Re: [PATCH v2 0/6] Landlock: ioctl support

Mickaël Salaün <mic@xxxxxxxxxxx> · Mon, 24 Jul 2023 21:03:42 +0200

On 14/07/2023 00:38, Günther Noack wrote:
Hi!

On Wed, Jul 12, 2023 at 07:48:29PM +0200, Mickaël Salaün wrote:
On 12/07/2023 16:56, Günther Noack wrote:
On Wed, Jul 12, 2023 at 12:55:19PM +0200, Mickaël Salaün wrote:
Thinking more about this, this first step is too restrictive, which
might lead to dangerous situations.

My main concern is that this approach will deny innocuous or even "good"
IOCTL. For instance, if FIOCLEX is denied, this could leak file
descriptors and then introduce vulnerabilities.

This is a good point.

As we discussed before, we cannot categorize all IOCTLs, but I think we
need to add exceptions for a subset of them, and maintain this list.
SELinux has some special handling within selinux_file_ioctl(), and we
should use that as a starting point. The do_vfs_ioctl() function is
another important place to look at. The main thing to keep in mind is
that Landlock's goal is to restrict access to data (e.g. FS, network,
IPC, bypass through other processes), not to restrict innocuous (at
least in theory) kernel features.

I think, at least all IOCTLs targeting file descriptors themselves should
always be allowed, similar to fcntl(2)'s F_SETFD and F_SETFL commands:
- FIOCLEX
- FIONCLEX
- FIONBIO
- FIOASYNC

Some others may not be a good idea:
- FIONREAD should be OK in theory but the VFS part only target regular
files and there is no access check according to the read right, which is
weird.
- FICLONE, FICLONERANGE, FIDEDUPRANGE: read/write actions.

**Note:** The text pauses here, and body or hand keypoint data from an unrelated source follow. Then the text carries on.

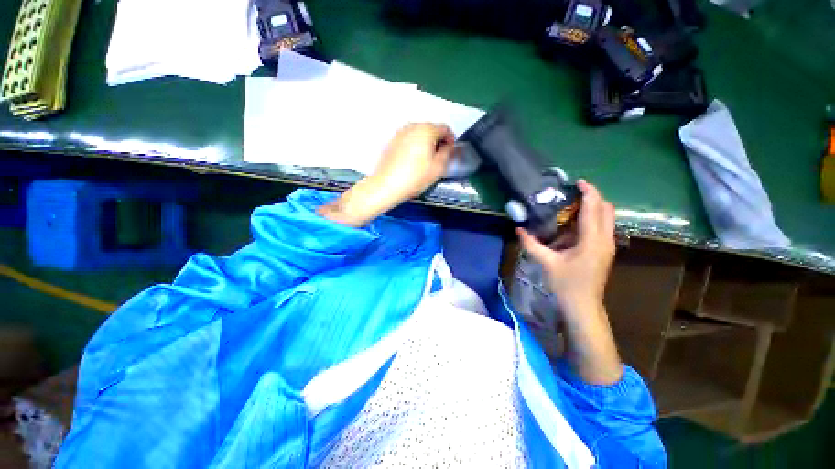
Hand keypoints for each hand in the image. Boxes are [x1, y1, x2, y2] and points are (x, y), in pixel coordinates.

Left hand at [319, 123, 454, 226]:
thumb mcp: (438, 168)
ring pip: (419, 134)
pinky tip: (413, 160)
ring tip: (426, 160)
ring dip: (426, 143)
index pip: (445, 128)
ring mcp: (400, 133)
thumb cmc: (414, 177)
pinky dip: (414, 145)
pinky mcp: (392, 141)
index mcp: (426, 130)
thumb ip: (447, 153)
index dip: (451, 139)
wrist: (386, 185)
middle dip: (438, 140)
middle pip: (431, 129)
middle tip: (439, 157)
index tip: (450, 152)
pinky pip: (408, 139)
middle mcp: (412, 126)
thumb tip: (447, 147)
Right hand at [517, 180, 621, 384]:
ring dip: (593, 208)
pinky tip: (573, 226)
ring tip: (571, 207)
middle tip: (573, 194)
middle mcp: (605, 240)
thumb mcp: (547, 263)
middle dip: (593, 197)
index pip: (594, 208)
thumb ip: (532, 244)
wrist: (584, 307)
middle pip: (607, 209)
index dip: (588, 192)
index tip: (577, 182)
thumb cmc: (567, 285)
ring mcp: (608, 246)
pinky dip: (592, 220)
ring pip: (607, 218)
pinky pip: (602, 228)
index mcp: (592, 240)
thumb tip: (518, 229)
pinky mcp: (605, 251)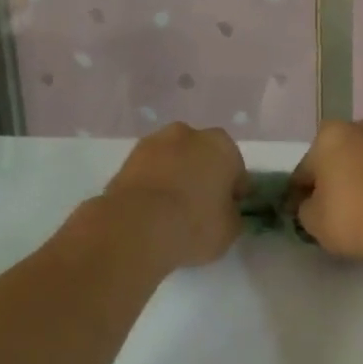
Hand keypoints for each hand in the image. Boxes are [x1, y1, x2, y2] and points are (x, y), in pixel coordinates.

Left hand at [100, 123, 245, 270]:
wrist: (137, 227)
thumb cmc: (194, 223)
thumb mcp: (230, 229)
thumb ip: (232, 214)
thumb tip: (225, 210)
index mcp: (221, 145)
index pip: (236, 169)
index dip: (233, 191)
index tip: (227, 211)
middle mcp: (188, 134)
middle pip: (202, 156)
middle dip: (202, 176)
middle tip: (199, 208)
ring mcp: (153, 143)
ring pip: (173, 160)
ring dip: (175, 176)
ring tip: (171, 210)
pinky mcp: (127, 159)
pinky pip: (150, 172)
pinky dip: (153, 184)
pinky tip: (151, 209)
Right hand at [292, 117, 362, 264]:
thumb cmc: (353, 216)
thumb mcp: (313, 221)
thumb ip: (306, 207)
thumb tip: (313, 203)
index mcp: (330, 135)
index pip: (306, 168)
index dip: (301, 191)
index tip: (302, 210)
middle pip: (341, 155)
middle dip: (337, 175)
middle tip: (335, 206)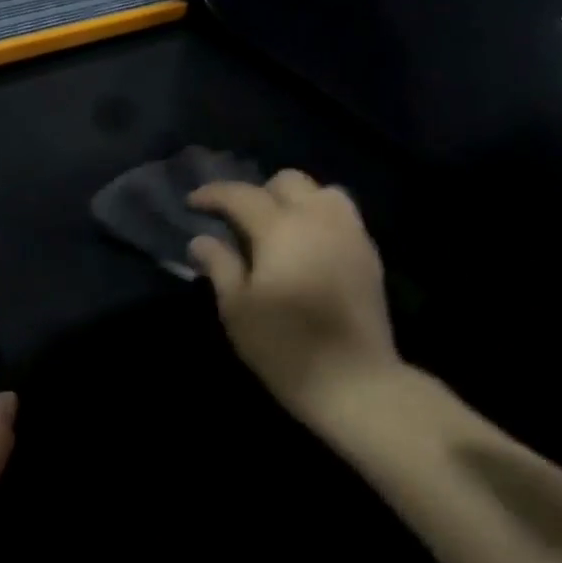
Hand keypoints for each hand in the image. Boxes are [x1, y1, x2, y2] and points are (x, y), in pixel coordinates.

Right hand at [188, 171, 402, 419]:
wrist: (354, 380)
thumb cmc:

We should add a built-time or run-time safeguard to be sure that future
FD IOCTLs will be added to this list. I'm not sure how to efficiently
implement such protection though.

I need to ponder it a bit.. :)  I also don't see an obvious solution yet how to
tie these lists of ioctls together.

I guess it should be ok to manually watch the do_vfs_ioctl() changes, but
definitely not optimal.

I'm also wondering if we should not split the IOCTL access right into
three: mostly read, mostly write, and misc. _IOC_READ and _IOC_WRITE are
definitely not perfect, but tied to specific drivers (i.e. not a file
hierarchy but a block or character device) this might help until we get
a more fine-grained IOCTL access control. We should check if it's worth
it according to commonly used drivers. Looking at the TTY driver, most
IOCTLs are without read or write markers. Using this split could induce
a false sense of security, so it should be well motivated.

As it was pointed out by the LWN article that Jeff Xu pointed to [1], this
read/write bit in the ioctl command number is only referring to whether the
*argument pointer* to the ioctl is being read or written, but you can not use
this bit to infer whether the ioctl itself performs a "reading" or "writing"
access to the underlying file.

As the LWN article explains, SELinux has fallen for the same trap in the past,
the post [2] has an example for an ioctl where the read/write bits for the
argument are not related to what the underlying operation does.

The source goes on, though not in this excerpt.